Gallery

Alte Nationalgalerie: Fighting for Visibility – Women Artists in the Nationalgalerie before 1919

Last Thursday at the press conference for Staatliche Museen zu Berlin’s new exhibition in the Alte Nationalgalerie, Fighting for Visibility – Women Artists in the Nationalgalerie before 1919. Best thing: free entry and waved through with my fancy ‘Presse’ sticker on my left boob, also leisurely photographing of Art. Not so good thing: real journalists have a ‘Press’ card — like everything in Germany, authenticity through official validation — I have a blog. Much hilarity ensured trying to get to the press table. Not great at all: an exhibition on women artists, and the panel was two men who talked for almost half an hour before letting the sole woman, who was the curator, have a word. She reclaimed her time, was heaps more relevant, and let’s pretend I didn’t notice the menz not paying attention to her.

It’s been a while since I went to a museum. I got burnt out on editing too many images, and from July last year was working 60+ hours a week (which, had I not been getting paid 70% of what men do, could have worked 42 hours for the same euros — actually I was getting paid even less, keeping the narrative simple here), and been in slow time recovery since June, so … art. It’s a thing I remember.

I have a lot of issues with this exhibition. I want to be all cheerleading from the sidelines, buuut … problems. Problems I think are structural in the museum and SMB and Germany, which, had I seen this same exhibition in London or Melbourne or New York, would have been twenty or thirty years ago in its current context and appearance, or a contemporary version that had built on three decades of representation that Germany’s national museums have yet to have. As it was, it felt hella anachronistic and patronisingly “something for the ladies also #MeToo”.

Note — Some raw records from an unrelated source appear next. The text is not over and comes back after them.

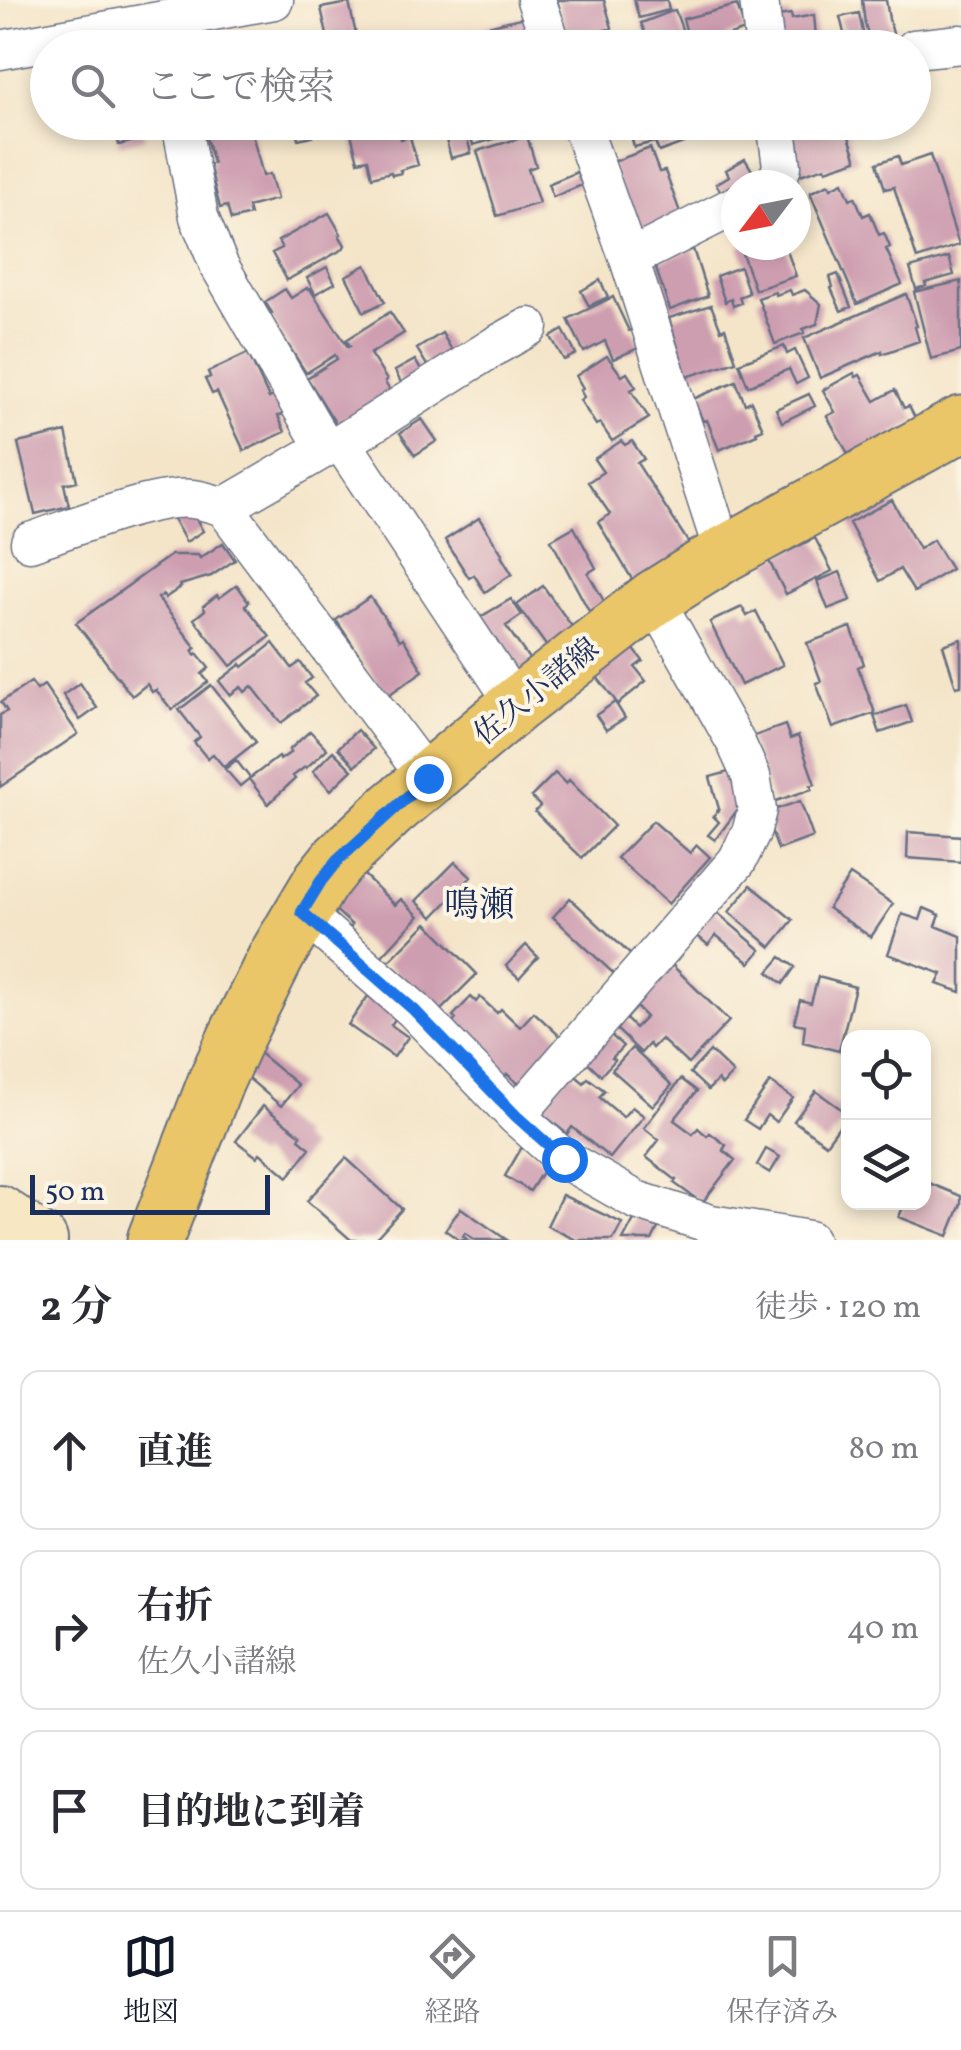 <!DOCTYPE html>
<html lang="ja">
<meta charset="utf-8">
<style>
body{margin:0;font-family:Vollkorn,"Noto Serif JP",serif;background:#f7f7f7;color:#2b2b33}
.controls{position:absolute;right:30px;bottom:30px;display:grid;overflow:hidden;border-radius:20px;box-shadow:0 5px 15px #0003}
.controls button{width:90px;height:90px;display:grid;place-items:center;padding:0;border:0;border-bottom:2px solid #e1e1e2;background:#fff;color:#2b2b33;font:50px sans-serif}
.compass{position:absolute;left:721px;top:170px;width:90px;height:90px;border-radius:50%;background:#fff;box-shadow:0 5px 15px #0003;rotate:238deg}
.scale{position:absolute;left:30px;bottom:25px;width:240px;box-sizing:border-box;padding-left:10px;border:5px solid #1b2f5e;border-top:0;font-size:28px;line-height:35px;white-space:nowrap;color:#1b2f5e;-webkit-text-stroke:8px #fcf5e5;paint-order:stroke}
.stop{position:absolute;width:30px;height:30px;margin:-22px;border:8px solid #1a73e8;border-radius:50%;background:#fff}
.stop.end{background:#1a73e8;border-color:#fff;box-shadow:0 2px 10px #0008}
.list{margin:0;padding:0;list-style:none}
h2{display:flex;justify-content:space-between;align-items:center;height:130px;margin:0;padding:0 40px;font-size:42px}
h2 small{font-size:32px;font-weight:400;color:#7c7c81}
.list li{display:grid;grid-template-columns:65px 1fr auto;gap:30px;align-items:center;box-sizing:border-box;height:160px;margin:0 20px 20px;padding:0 20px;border:2px solid #e1e1e2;border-radius:20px}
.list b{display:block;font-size:38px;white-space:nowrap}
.list p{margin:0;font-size:32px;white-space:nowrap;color:#7c7c81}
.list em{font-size:32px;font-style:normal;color:#7c7c81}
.icon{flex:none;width:55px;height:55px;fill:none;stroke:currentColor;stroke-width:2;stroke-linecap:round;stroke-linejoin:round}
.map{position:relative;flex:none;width:961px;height:1240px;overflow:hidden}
.search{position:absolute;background:#fff;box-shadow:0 5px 15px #0003;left:30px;right:30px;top:30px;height:110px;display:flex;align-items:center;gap:25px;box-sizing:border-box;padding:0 35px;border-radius:55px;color:#7c7c81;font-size:38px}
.sheet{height:670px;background:#fff}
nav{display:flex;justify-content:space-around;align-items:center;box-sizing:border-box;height:140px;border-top:2px solid #e1e1e2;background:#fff;font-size:28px;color:#7c7c81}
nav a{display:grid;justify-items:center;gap:5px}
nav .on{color:#111827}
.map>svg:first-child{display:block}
.building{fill:#cd9db0}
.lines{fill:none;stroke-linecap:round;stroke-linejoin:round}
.street-casing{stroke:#676f83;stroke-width:41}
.secondary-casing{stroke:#676f83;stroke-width:56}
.primary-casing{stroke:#676f83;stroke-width:59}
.street{stroke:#fff;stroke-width:38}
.secondary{stroke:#f7e8c3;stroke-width:52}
.primary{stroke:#eac669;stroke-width:55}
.route{stroke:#1a73e8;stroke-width:12}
.labels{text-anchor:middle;stroke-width:8;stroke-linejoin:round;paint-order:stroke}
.street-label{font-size:30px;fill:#1b2f5e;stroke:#fcf5e5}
.quarter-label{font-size:35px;fill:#1b2f5e;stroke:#fcf5e5}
</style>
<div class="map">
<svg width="961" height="1240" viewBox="0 0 961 1240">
<rect width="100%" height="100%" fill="#fcf5e5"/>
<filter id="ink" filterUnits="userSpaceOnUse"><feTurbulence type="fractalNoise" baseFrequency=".01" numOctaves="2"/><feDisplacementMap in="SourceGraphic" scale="20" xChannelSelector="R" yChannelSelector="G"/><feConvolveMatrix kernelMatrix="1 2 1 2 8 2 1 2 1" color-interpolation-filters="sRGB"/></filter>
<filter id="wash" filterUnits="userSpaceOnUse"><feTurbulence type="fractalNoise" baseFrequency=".0048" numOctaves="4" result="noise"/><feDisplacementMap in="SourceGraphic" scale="40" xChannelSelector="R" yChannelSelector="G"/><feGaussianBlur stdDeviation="2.25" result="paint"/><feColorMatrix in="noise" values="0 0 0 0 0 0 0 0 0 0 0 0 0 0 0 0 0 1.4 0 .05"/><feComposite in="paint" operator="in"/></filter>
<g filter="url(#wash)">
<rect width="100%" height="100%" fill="#f4e5c9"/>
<g id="blocks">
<path class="building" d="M 557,0 L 604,0 L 612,28 L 569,41 Z
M 634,0 L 667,0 L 669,10 L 639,18 Z
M 862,0 L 886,0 L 889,19 L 896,44 L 872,48 L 865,24 Z
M 349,3 L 359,48 L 330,48 L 321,8 Z
M 737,5 L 745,30 L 724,37 L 727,48 L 691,48 L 683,19 Z
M 675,10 L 686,40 L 667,48 L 651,48 L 641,23 Z
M 859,13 L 864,37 L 846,41 L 840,17 Z
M 791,14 L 792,19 L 814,15 L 817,48 L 774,48 L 772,17 Z
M 528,16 L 532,33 L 488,45 L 484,27 Z
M 114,122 L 141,122 L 145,138 L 119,145 Z
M 238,122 L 249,122 L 263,176 L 270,174 L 277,199 L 248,207 L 250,215 L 231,220 L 227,206 L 220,208 L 209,164 L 213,163 L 202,123 Z
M 285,122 L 319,122 L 320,128 L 312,129 L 313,136 L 298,139 L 297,133 L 288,134 Z
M 348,122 L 397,122 L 401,139 L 410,137 L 418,165 L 400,170 L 401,173 L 392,175 L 391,172 L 372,177 L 368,159 L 358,161 Z
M 435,122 L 463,122 L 471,153 L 451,158 L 443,129 L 437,131 Z
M 467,122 L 552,122 L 553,123 L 473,145 Z
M 665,122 L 679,122 L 686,142 L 659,152 L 655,142 L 634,147 L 630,131 L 650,128 Z
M 798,122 L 844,122 L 857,160 L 826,170 L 825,167 L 800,175 L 794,156 L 792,134 L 801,131 Z
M 527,136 L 536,166 L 528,169 L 539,203 L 497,216 L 477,151 Z
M 650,148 L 659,172 L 665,171 L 681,215 L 641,244 L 610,163 Z
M 930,155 L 959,245 L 917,259 L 894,187 L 885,189 L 877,163 L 898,156 L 901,165 Z
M 745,159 L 761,185 L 736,185 L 736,201 L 729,205 L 716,184 L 729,176 L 726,170 Z
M 577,172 L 582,185 L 553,197 L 548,184 Z
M 843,182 L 850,199 L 855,197 L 863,216 L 870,213 L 879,235 L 884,233 L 890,247 L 886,249 L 902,284 L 857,304 L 811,195 L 811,192 L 829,184 L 831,188 Z
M 329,213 L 341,234 L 339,235 L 345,245 L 343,249 L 287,280 L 272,253 L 282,248 L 278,241 Z
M 739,245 L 785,245 L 796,276 L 755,290 Z
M 693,249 L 708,296 L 670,310 L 654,263 Z
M 949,257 L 954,275 L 925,283 L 926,286 L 916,289 L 910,268 Z
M 366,265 L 385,302 L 364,312 L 346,276 Z
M 327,267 L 335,283 L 315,294 L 307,278 Z
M 740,267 L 749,293 L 739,297 L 741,303 L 733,306 L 731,299 L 725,302 L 716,276 Z
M 838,274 L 851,307 L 841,311 L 831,288 L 833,287 L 830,277 Z
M 600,280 L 608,297 L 589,306 L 581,291 Z
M 961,281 L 961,351 L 931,359 L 914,292 Z
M 307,288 L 308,290 L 310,289 L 348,347 L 350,346 L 346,340 L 390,312 L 404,333 L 370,354 L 387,380 L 385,382 L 391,393 L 336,424 L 307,378 L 337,359 L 335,355 L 306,373 L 269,315 L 272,313 L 265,302 L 285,289 L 291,298 Z
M 790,290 L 792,295 L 805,290 L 821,304 L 817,324 L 803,329 L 804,333 L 775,344 L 758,298 L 775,292 L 776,295 Z
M 906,294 L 917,326 L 915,327 L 919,341 L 882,354 L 882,351 L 820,378 L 804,338 Z
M 613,297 L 629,331 L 632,330 L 641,347 L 613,359 L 605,341 L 584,352 L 568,319 Z
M 711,305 L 721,330 L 725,328 L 736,361 L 687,377 L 669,318 Z
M 563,330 L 576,354 L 564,360 L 551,337 Z
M 442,333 L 453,352 L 428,367 L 417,349 Z
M 784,346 L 787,354 L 795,350 L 808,378 L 796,384 L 789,369 L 748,386 L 739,363 Z
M 248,353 L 269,398 L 277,394 L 286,413 L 278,416 L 285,432 L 244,451 L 217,392 L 212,394 L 205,379 L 210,377 L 208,372 Z
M 607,356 L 622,376 L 627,373 L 636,387 L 631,390 L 649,418 L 612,441 L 600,423 L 596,425 L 580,400 L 584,397 L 580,390 L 583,388 L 576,376 Z
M 415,360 L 425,377 L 404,388 L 395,371 Z
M 854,373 L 856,377 L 860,375 L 875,401 L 895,390 L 904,408 L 909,406 L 916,420 L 851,459 L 827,416 L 835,412 L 823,390 Z
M 736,381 L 745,404 L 751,401 L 763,429 L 756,432 L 757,434 L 719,450 L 707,420 L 703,421 L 693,399 Z
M 809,394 L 815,406 L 782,422 L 776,409 Z
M 422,419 L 437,441 L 415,455 L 400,433 Z
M 66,432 L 77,481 L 64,484 L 69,506 L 35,514 L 18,443 Z
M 621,441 L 625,445 L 632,441 L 644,459 L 637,463 L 692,548 L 636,586 L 598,522 L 610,514 L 588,482 L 603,472 L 594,459 Z
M 892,500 L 919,549 L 933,540 L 951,569 L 914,592 L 900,569 L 880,581 L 849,523 Z
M 188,505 L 203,531 L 186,542 L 171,515 Z
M 479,518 L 503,555 L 501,556 L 512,574 L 485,592 L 474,575 L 469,578 L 445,540 Z
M 574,527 L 596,568 L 588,573 L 605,603 L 589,611 L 551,540 Z
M 815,538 L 832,571 L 786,594 L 769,561 Z
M 223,543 L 235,560 L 211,576 L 180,585 L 181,587 L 165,598 L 163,595 L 158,598 L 196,648 L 193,651 L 195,655 L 197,653 L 209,668 L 202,674 L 208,682 L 172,710 L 156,690 L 152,692 L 147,684 L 132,696 L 76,623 L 171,555 L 198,555 L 200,558 Z
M 840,572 L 851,600 L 828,609 L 817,581 Z
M 237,585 L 249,602 L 245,605 L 270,637 L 231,666 L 194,619 L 205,610 L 203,606 L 217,595 L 219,598 Z
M 543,586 L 576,632 L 550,651 L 517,605 Z
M 370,597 L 400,640 L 403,638 L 423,671 L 387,696 L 336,620 Z
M 511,599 L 522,615 L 506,626 L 534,666 L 514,680 L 472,622 Z
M 742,607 L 747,616 L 756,611 L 783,665 L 741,685 L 710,622 Z
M 851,627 L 864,664 L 858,667 L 875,713 L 833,728 L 816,683 L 821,681 L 807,643 Z
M 623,635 L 643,661 L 635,667 L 646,681 L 618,704 L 587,664 Z
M 961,639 L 961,686 L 956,687 L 943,645 Z
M 273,643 L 292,668 L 300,662 L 312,678 L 305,683 L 316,696 L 281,723 L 252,686 L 245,692 L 241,687 L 230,695 L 219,681 L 241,664 L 243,667 Z
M 31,682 L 37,690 L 44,685 L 78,734 L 0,787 L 0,715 L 7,711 L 1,702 Z
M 80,683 L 97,708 L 80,720 L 63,695 Z
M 211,685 L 256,742 L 224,767 L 213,754 L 207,758 L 194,742 L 200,737 L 179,710 Z
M 615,702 L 625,718 L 606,730 L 596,715 Z
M 906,705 L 912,722 L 880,733 L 874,716 Z
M 785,725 L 790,739 L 798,736 L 815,784 L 811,785 L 812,789 L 773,802 L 749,738 Z
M 357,730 L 374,749 L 355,766 L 338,748 Z
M 310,731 L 327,749 L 306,768 L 305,767 L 293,776 L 295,779 L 268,804 L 249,779 L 278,757 L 280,760 L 291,752 L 289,750 Z
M 333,751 L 352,770 L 331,790 L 313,771 Z
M 236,760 L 250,778 L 240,786 L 225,769 Z
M 732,771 L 741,805 L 715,840 L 708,835 L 719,822 L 713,816 L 719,809 L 710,777 Z
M 555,773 L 566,784 L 569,780 L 614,826 L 582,858 L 535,812 L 540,806 L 531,797 Z
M 800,801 L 813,837 L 778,850 L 765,813 Z
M 653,821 L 690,853 L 697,845 L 710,857 L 668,904 L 617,858 Z
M 908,832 L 961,836 L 961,862 L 907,858 Z
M 455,862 L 471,877 L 433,917 L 416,901 Z
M 361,872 L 395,905 L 401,899 L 419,916 L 380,958 L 349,928 L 352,925 L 330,905 Z
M 850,875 L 893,904 L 871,937 L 828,908 Z
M 751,885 L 793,920 L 771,947 L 729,912 Z
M 570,898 L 631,955 L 614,974 L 553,917 Z
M 707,904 L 761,950 L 750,963 L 716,935 L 708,945 L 687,927 Z
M 924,908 L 940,915 L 936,926 L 961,936 L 961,992 L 937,984 L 942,974 L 888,954 L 902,914 L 920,920 Z
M 427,923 L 477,974 L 437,1014 L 387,963 Z
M 526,945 L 538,957 L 519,978 L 506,966 Z
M 781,957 L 795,967 L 783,984 L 768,972 Z
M 672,965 L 729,1021 L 688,1064 L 661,1039 L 652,1048 L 649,1044 L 641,1053 L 609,1022 L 619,1012 L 635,1028 L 646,1017 L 636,1007 L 643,999 L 635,992 L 661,977 Z
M 818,977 L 855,987 L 839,1051 L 803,1042 L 805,1025 L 794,1023 L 800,1000 L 811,1003 Z
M 368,996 L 397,1016 L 391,1025 L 408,1037 L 394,1057 L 348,1025 Z
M 471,997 L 476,1002 L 480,997 L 497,1013 L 501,1009 L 520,1027 L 534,1012 L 564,1040 L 521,1086 L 507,1074 L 504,1077 L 451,1025 L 456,1019 L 453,1016 Z
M 601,1026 L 623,1046 L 612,1058 L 615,1060 L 601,1075 L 577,1052 Z
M 632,1048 L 672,1085 L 653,1106 L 612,1070 Z
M 257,1051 L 298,1085 L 281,1106 L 240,1071 Z
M 710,1051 L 733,1073 L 722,1085 L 718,1080 L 708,1090 L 690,1073 Z
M 571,1072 L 584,1083 L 588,1078 L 605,1091 L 599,1097 L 623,1117 L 632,1107 L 644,1116 L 610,1158 L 572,1127 L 567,1134 L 535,1108 Z
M 681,1079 L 697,1091 L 674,1120 L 693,1134 L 698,1128 L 707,1136 L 710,1133 L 726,1145 L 723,1150 L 735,1160 L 702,1203 L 674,1183 L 676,1180 L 646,1157 L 659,1140 L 644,1128 Z
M 770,1082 L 793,1098 L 776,1122 L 767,1115 L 758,1129 L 744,1120 Z
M 816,1091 L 848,1114 L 826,1144 L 794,1121 Z
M 263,1106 L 301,1135 L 299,1139 L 310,1148 L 288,1177 L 260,1153 L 257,1157 L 236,1141 Z
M 522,1147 L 548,1163 L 530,1191 L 505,1176 Z
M 766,1149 L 780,1157 L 770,1173 L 757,1165 Z
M 346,1158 L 402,1209 L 374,1240 L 351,1240 L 307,1201 Z
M 924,1181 L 961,1196 L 961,1204 L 948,1236 L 899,1217 L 905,1202 L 924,1202 Z
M 562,1195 L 622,1223 L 613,1240 L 576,1240 L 547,1226 Z
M 461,1208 L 507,1240 L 475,1240 L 465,1233 L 463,1236 L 468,1240 L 459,1240 L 445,1230 Z
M 636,1216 L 658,1228 L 652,1240 L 623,1240 Z"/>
</g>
</g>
<g filter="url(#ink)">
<use href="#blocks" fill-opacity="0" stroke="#676f83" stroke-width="2.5"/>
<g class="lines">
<g class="street-casing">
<path id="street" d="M 536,0 L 553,48
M 759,0 L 765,48
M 914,49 L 961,44
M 0,50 L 274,0
M 181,122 L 199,217 L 219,265 L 325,448
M 580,122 L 629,259 L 724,554
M 776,185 L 782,166 L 776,122
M 629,259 L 736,205
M 342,443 L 495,346 L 529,327
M 30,542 C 70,529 154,494 192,499 C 203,500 214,504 224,507
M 428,779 L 224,507 L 325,448 L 342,443 L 516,705
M 302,912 L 414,1010 L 516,1116 L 564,1159 L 636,1200 L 711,1224 L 809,1240
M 516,1116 L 737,861 L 751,833 L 757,810 L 751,776 L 736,743 L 654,598"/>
</g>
<g class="secondary-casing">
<path id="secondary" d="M 0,1212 L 41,1240"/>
</g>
<g class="primary-casing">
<path id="primary" d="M 155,1240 L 216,1081 L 236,1037 L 277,955 L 321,881 L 337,861 L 390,811 L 516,705 L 654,598 L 724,554 L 961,424"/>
</g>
<use href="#street" class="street"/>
<use href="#secondary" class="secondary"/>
<use href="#primary" class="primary"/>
</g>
</g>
<g class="lines" filter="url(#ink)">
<path class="route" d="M 428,778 L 337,861 L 321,881 L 302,912 L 414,1010 L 516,1116 L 564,1159"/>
</g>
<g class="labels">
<g class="street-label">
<text transform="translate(536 691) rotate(-39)" y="10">佐久小諸線</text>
</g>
<g class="quarter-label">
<text x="479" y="916">鳴瀬</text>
</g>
</g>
</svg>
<div class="controls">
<button><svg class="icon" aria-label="locate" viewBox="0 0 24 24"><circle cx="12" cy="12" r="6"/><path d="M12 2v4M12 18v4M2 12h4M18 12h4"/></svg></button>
<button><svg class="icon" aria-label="layers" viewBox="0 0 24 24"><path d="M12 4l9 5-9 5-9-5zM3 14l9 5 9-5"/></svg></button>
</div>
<svg class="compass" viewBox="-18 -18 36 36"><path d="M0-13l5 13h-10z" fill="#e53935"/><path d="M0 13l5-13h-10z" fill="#7c7c81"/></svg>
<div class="scale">50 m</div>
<div class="stop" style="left:564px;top:1159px"></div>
<div class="stop end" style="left:428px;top:778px"></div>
<div class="search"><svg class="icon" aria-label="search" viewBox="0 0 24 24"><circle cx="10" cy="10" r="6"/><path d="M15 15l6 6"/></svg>ここで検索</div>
</div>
<section class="sheet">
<h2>2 分<small>徒歩 · 120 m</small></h2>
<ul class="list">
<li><svg class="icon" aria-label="ahead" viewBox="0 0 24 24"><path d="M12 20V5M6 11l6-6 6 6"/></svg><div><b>直進</b></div><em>80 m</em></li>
<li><svg class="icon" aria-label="right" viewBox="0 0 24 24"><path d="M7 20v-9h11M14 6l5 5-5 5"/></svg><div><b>右折</b><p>佐久小諸線</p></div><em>40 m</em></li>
<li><svg class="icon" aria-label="arrive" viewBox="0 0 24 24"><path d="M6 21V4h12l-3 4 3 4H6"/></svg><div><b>目的地に到着</b></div></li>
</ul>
</section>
<nav>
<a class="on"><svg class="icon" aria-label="map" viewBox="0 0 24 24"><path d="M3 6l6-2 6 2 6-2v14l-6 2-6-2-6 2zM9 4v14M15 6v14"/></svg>地図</a>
<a><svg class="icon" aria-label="directions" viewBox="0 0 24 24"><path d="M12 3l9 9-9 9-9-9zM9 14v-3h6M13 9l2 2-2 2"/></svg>経路</a>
<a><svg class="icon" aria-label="saved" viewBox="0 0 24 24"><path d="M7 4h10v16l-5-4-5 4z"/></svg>保存済み</a>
</nav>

None of that is a criticism of curator Yvette Deseyve, however. What is a criticism though (which may or may not have been covered in the catalogue, but bitch here is poor and isn’t throwing around 30€ right now) is structural intersections of gender, femininity, heteronormativity, class, whiteness, racism, colonialism, imperialism, which were well in play by the time even the youngest artists were born, and shaped all of them across the 19th and 20th centuries. It’s a missed opportunity, and one I continually question whether white, heteronormative feminism is ever going to recognise. This really struck me with the replacement of one of my favourite works in the museum, Osman Hamdi Bey’s Der Wunderbrunnen (Ab-ı Hayat Çeşmesi) with Paula Modersohn-Becker’s Kniende Mutter mit Kind an der Brust. Choosing a painting of a naked white woman nursing a baby as the figurehead of the exhibition in the entrance hall, without critically engaging (again, outside of whatever is in the catalogue) with Germany’s history of motherhood, family, race, and religion reads as a tacit condoning or passive acceptance of this cultural history, as well as one of those, ‘this wouldn’t have happened if there was real, working diversity in the room’ type situations. And seeing how many young women were working around the exhibition … yeah, awkward.

Go and see it? If it’s included in the ticket price for the whole Alte Nationalgalerie, then yeah but don’t expect to be blown away. But if you gotta pay extra to see women artists who should be hanging in the permanent collection since — at the latest — the early ’90s, when the previous two decades’ demands for representation had filtered into these big, old, slow institutions and there was no valid excuse for them not being there besides entrenched misogyny? Fuck that noise. Let’s have 100 years of only women artists in the SMB museums and 100 years of men getting paid 30% of what women get. Also let’s have a conversation about what ‘woman’ denotes in the 18th, 19th and 20th centuries and now.

When I was in Krakow a few winters ago, I went to Muzeum Narodowe w Krakowie and was slapped for pointing a camera at the paintings in the Olga Boznańska exhibition. I was thinking of that when I walked through this one, and the previous large one I saw in the same place, which took up the whole floor instead of what felt like a few side rooms and one main room, Alte Nationalgalerie: Impressionismus – Expressionismus. Kunstwende. The Olga Boznańska exhibition took up about the same space as Impressionismus – Expressionismus. For one woman.

Anyway, art. Art I liked (and some I didn’t but here we are), art I could photograph, art it transpired I’d photographed adequately enough to be able to edit into something passable.